As well as normal teaching periods, life guarding and swim team, there is also a period after supper called evening unit. At the beginning of summer counselors wrote down all the activities they enjoyed which ranged from nail painting to kickball. Now the kids are here 3 or 4 of these activities are made available for the kids to do for an hour. So far this summer I’ve taken Frisbee, ping pong and kickball. Frisbee has to be the most exciting but tiring of these; around 20-30 kids were chasing myself and two other non-lodgers, Marc and Ryan, around a field trying to steal the Frisbee from us. After 5 minutes I was dead and we played for just under an hour – I was super achy the next day.
All in all even though the arrival of the kids has cut down our free time dramatically I don’t think it’s that bad. Yes I’m pretty much constantly tired but teaching and coaching are so much fun it’s kinda worth it. You just have to use you’re time wisely; when you have time for a nap take it and don’t be afraid to say no to going out one night to catch up on sleep. Don’t let the fear of missing out (FOMO) rule you!

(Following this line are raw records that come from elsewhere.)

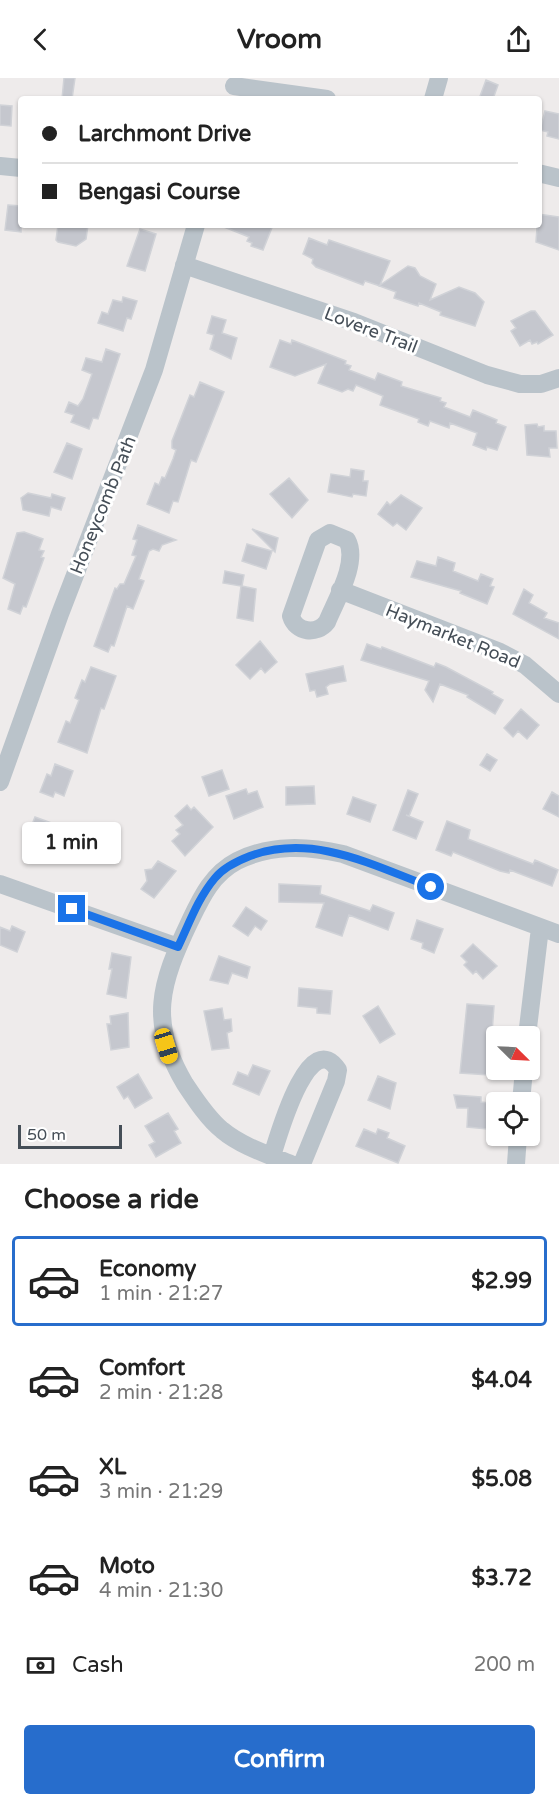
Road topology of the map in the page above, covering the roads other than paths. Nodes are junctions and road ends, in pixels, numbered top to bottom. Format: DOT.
graph roads {
  1 [pos="439,78"];
  2 [pos="234,88"];
  3 [pos="302,96"];
  4 [pos="435,96"];
  5 [pos="0,166"];
  6 [pos="18,168"];
  7 [pos="542,175"];
  8 [pos="559,178"];
  9 [pos="195,228"];
  10 [pos="184,265"];
  11 [pos="559,378"];
  12 [pos="340,590"];
  13 [pos="559,694"];
  14 [pos="0,782"];
  15 [pos="0,884"];
  16 [pos="540,927"];
  17 [pos="559,934"];
  18 [pos="178,947"];
  19 [pos="528,1026"];
  20 [pos="518,1146"];
  21 [pos="272,1156"];
  22 [pos="291,1164"];
  23 [pos="302,1164"];
  24 [pos="516,1164"];
  1 -- 4 [label="street"];
  2 -- 3 [label="street"];
  5 -- 6 [label="street"];
  7 -- 8 [label="street"];
  9 -- 10 [label="street, Honeycomb Path"];
  10 -- 11 [label="street, Lovere Trail"];
  10 -- 14 [label="street, Honeycomb Path"];
  12 -- 12 [label="street"];
  12 -- 13 [label="street, Haymarket Road"];
  15 -- 18 [label="street"];
  16 -- 17 [label="street"];
  16 -- 18 [label="street"];
  16 -- 19 [label="street"];
  18 -- 21 [label="street"];
  20 -- 24 [label="street"];
  21 -- 22 [label="street"];
  21 -- 23 [label="street"];
}
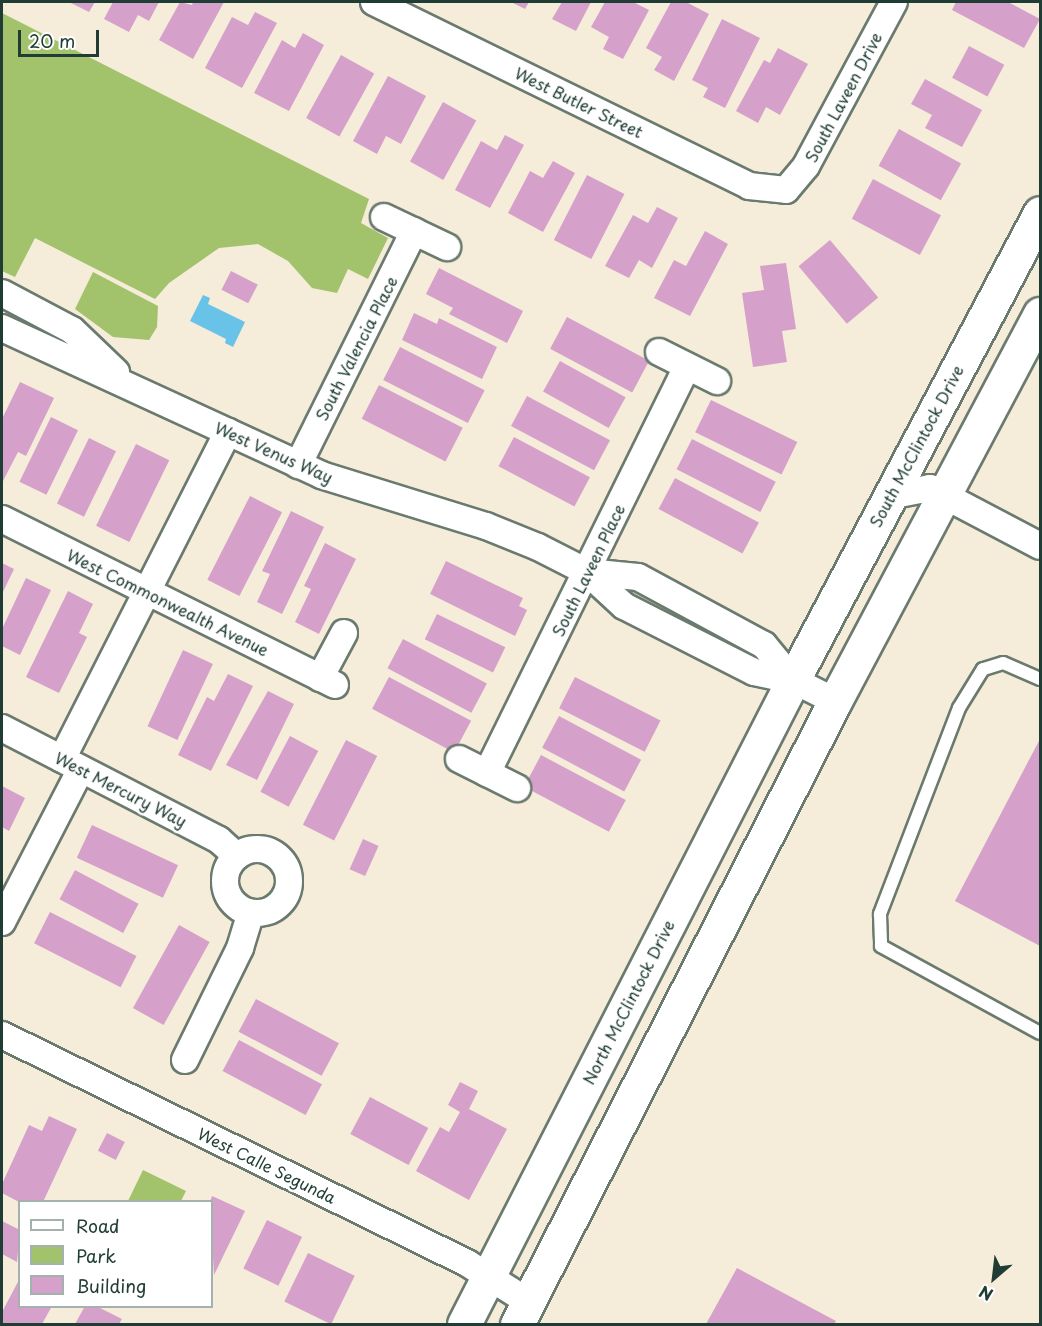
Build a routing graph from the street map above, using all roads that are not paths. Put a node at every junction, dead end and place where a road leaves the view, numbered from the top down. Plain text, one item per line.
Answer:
1 (375, 2) edge
2 (894, 2) edge
3 (786, 190) joint
4 (1041, 213) edge
5 (384, 217) dead end
6 (414, 231) junction
7 (447, 247) dead end
8 (2, 292) edge
9 (1041, 314) edge
10 (2, 327) edge
11 (659, 352) dead end
12 (687, 366) junction
13 (717, 381) dead end
14 (130, 385) junction
15 (228, 432) junction
16 (298, 465) junction
17 (945, 494) junction
18 (889, 496) junction
19 (2, 519) edge
20 (1041, 546) edge
21 (588, 572) junction
22 (663, 590) junction
23 (148, 592) junction
24 (648, 619) junction
25 (344, 633) dead end
26 (1041, 679) edge
27 (793, 680) junction
28 (835, 701) junction
29 (2, 728) edge
30 (459, 759) dead end
31 (72, 764) junction
32 (487, 773) junction
33 (517, 788) dead end
34 (237, 856) junction
35 (251, 913) junction
36 (2, 921) edge
37 (1041, 1034) edge
38 (2, 1035) edge
39 (185, 1060) dead end
40 (489, 1274) junction
41 (523, 1313) edge
42 (464, 1324) edge

1 - 3 street, West Butler Street
2 - 3 street, South Laveen Drive
4 - 18 main road, South McClintock Drive
5 - 6 street
6 - 7 street
6 - 16 street, South Valencia Place
8 - 14 street
9 - 17 main road
10 - 14 street, West Venus Way
11 - 12 street
12 - 13 street
12 - 21 street, South Laveen Place
14 - 15 street, West Venus Way
15 - 16 street, West Venus Way
15 - 23 street
16 - 21 street, West Venus Way
17 - 18 street
17 - 20 street
17 - 28 main road
18 - 27 main road, South McClintock Drive
19 - 23 street, West Commonwealth Avenue
21 - 22 street, West Venus Way
21 - 24 street, West Venus Way
21 - 32 street, South Laveen Place
22 - 24 street
22 - 27 street, West Venus Way
23 - 25 street, West Commonwealth Avenue
23 - 31 street
24 - 27 street, West Venus Way
26 - 37 lane
27 - 28 street, West Venus Way
27 - 40 main road, North McClintock Drive
28 - 41 main road
29 - 31 street, West Mercury Way
30 - 32 street
31 - 34 street, West Mercury Way
31 - 36 street
32 - 33 street
34 - 35 street
34 - 35 street
35 - 39 street
38 - 40 street, West Calle Segunda
40 - 41 street, West Calle Segunda
40 - 42 main road, North McClintock Drive

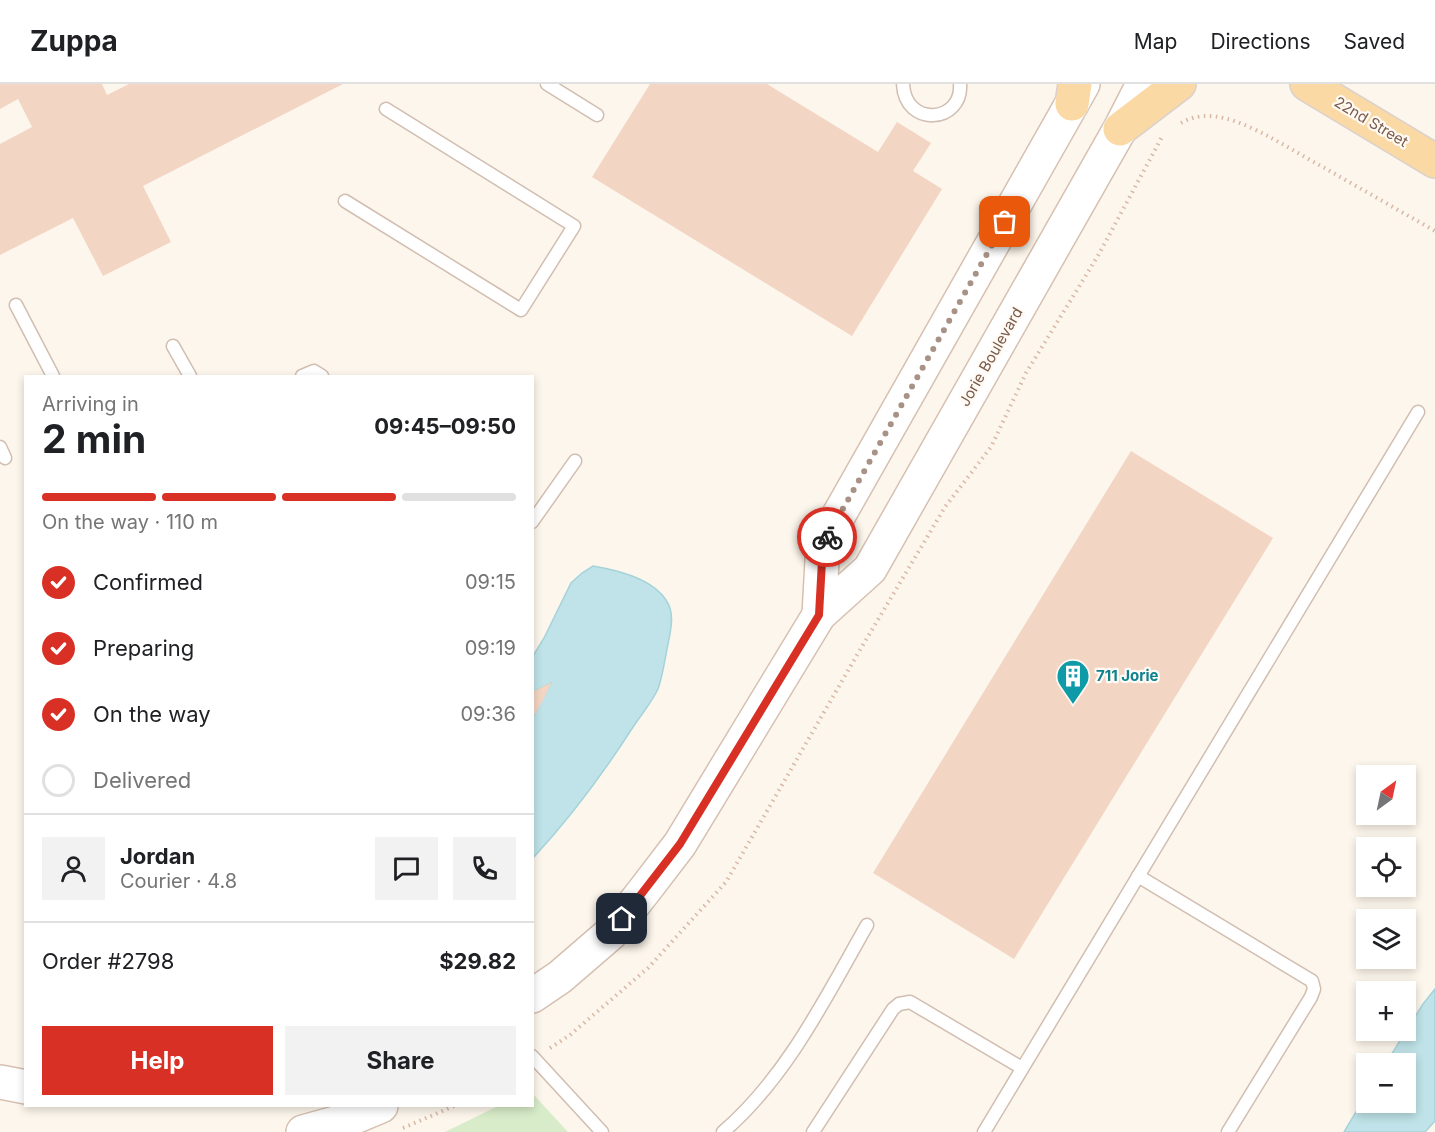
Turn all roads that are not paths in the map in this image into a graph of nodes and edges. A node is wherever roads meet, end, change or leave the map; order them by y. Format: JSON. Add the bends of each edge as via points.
{"nodes":[{"id":1,"x":547,"y":84,"type":"edge"},
{"id":2,"x":903,"y":84,"type":"edge"},
{"id":3,"x":960,"y":84,"type":"edge"},
{"id":4,"x":1143,"y":84,"type":"edge"},
{"id":5,"x":1179,"y":84,"type":"edge"},
{"id":6,"x":1308,"y":84,"type":"edge"},
{"id":7,"x":1077,"y":91,"type":"edge"},
{"id":8,"x":386,"y":109,"type":"dead end"},
{"id":9,"x":597,"y":115,"type":"dead end"},
{"id":10,"x":1120,"y":129,"type":"junction"},
{"id":11,"x":1435,"y":160,"type":"edge"},
{"id":12,"x":345,"y":201,"type":"dead end"},
{"id":13,"x":16,"y":305,"type":"dead end"},
{"id":14,"x":173,"y":346,"type":"dead end"},
{"id":15,"x":52,"y":375,"type":"edge"},
{"id":16,"x":189,"y":375,"type":"edge"},
{"id":17,"x":304,"y":375,"type":"edge"},
{"id":18,"x":320,"y":375,"type":"edge"},
{"id":19,"x":1418,"y":412,"type":"dead end"},
{"id":20,"x":575,"y":461,"type":"dead end"},
{"id":21,"x":534,"y":517,"type":"edge"},
{"id":22,"x":819,"y":615,"type":"junction"},
{"id":23,"x":1138,"y":876,"type":"junction"},
{"id":24,"x":867,"y":925,"type":"dead end"},
{"id":25,"x":534,"y":995,"type":"edge"},
{"id":26,"x":534,"y":1058,"type":"edge"},
{"id":27,"x":1022,"y":1068,"type":"junction"},
{"id":28,"x":0,"y":1082,"type":"edge"},
{"id":29,"x":24,"y":1088,"type":"edge"},
{"id":30,"x":379,"y":1107,"type":"edge"},
{"id":31,"x":303,"y":1132,"type":"edge"},
{"id":32,"x":602,"y":1132,"type":"edge"},
{"id":33,"x":723,"y":1132,"type":"edge"},
{"id":34,"x":813,"y":1132,"type":"edge"},
{"id":35,"x":984,"y":1132,"type":"edge"},
{"id":36,"x":1228,"y":1132,"type":"edge"}],
"edges":[{"from":1,"to":9,"type":"lane"},
{"from":2,"to":3,"type":"lane","via":[[908,104],[924,115],[944,113],[952,107],[958,99]]},
{"from":4,"to":10,"type":"main road","name":"Jorie Boulevard"},
{"from":5,"to":10,"type":"main road"},
{"from":6,"to":11,"type":"main road","name":"22nd Street"},
{"from":7,"to":22,"type":"main road","name":"Jorie Boulevard","via":[[823,543]]},
{"from":8,"to":12,"type":"lane","via":[[574,226],[521,310]]},
{"from":10,"to":22,"type":"main road","name":"Jorie Boulevard","via":[[870,569]]},
{"from":13,"to":15,"type":"lane"},
{"from":14,"to":16,"type":"lane"},
{"from":17,"to":18,"type":"lane","via":[[314,371]]},
{"from":19,"to":23,"type":"lane"},
{"from":20,"to":21,"type":"lane"},
{"from":22,"to":25,"type":"main road","name":"Jorie Boulevard","via":[[680,844],[610,933]]},
{"from":23,"to":27,"type":"lane"},
{"from":23,"to":36,"type":"lane","via":[[1312,981],[1311,998]]},
{"from":24,"to":33,"type":"lane","via":[[801,1041],[743,1115]]},
{"from":26,"to":32,"type":"lane"},
{"from":27,"to":34,"type":"lane","via":[[910,1002],[899,1004]]},
{"from":27,"to":35,"type":"lane"},
{"from":28,"to":29,"type":"main road"},
{"from":30,"to":31,"type":"main road"}]}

So the camp likes to do different things for dinner during the orientation period to help councilors bond. So one day we made our sandwiches in the main lodge then piled into vans and traveled to ‘The ridge’. The Ridge is about 20 minutes drive from camp and is on top of a large hill which has great views across the endless forests of the state of Maine. The ridge had large open spaces of grass and the weather was sunny. The vans parked up and we chilled out while listening to music and eating our lunches. After this we played Ultimate Frisbee, football and birdie on a perch. Birdie on a perch is a game where you get in pairs, one as a birdie and one as a perch. Perches walk around in a circle one direction and birdies walk outside the perches in another circle but in the opposite direction. When ‘birdie on a perch’ is shouted, the birdie must find their perch and jump on their back. Last pair to do this goes out. It’s simple and addictive. Football got pretty intense, tackles were flying in high and fast but everyone was enjoying it and I have to say some decent play was made. We stayed there for a couple of hours having a really chilled time, we then got back in the vans and returned to camp about 8.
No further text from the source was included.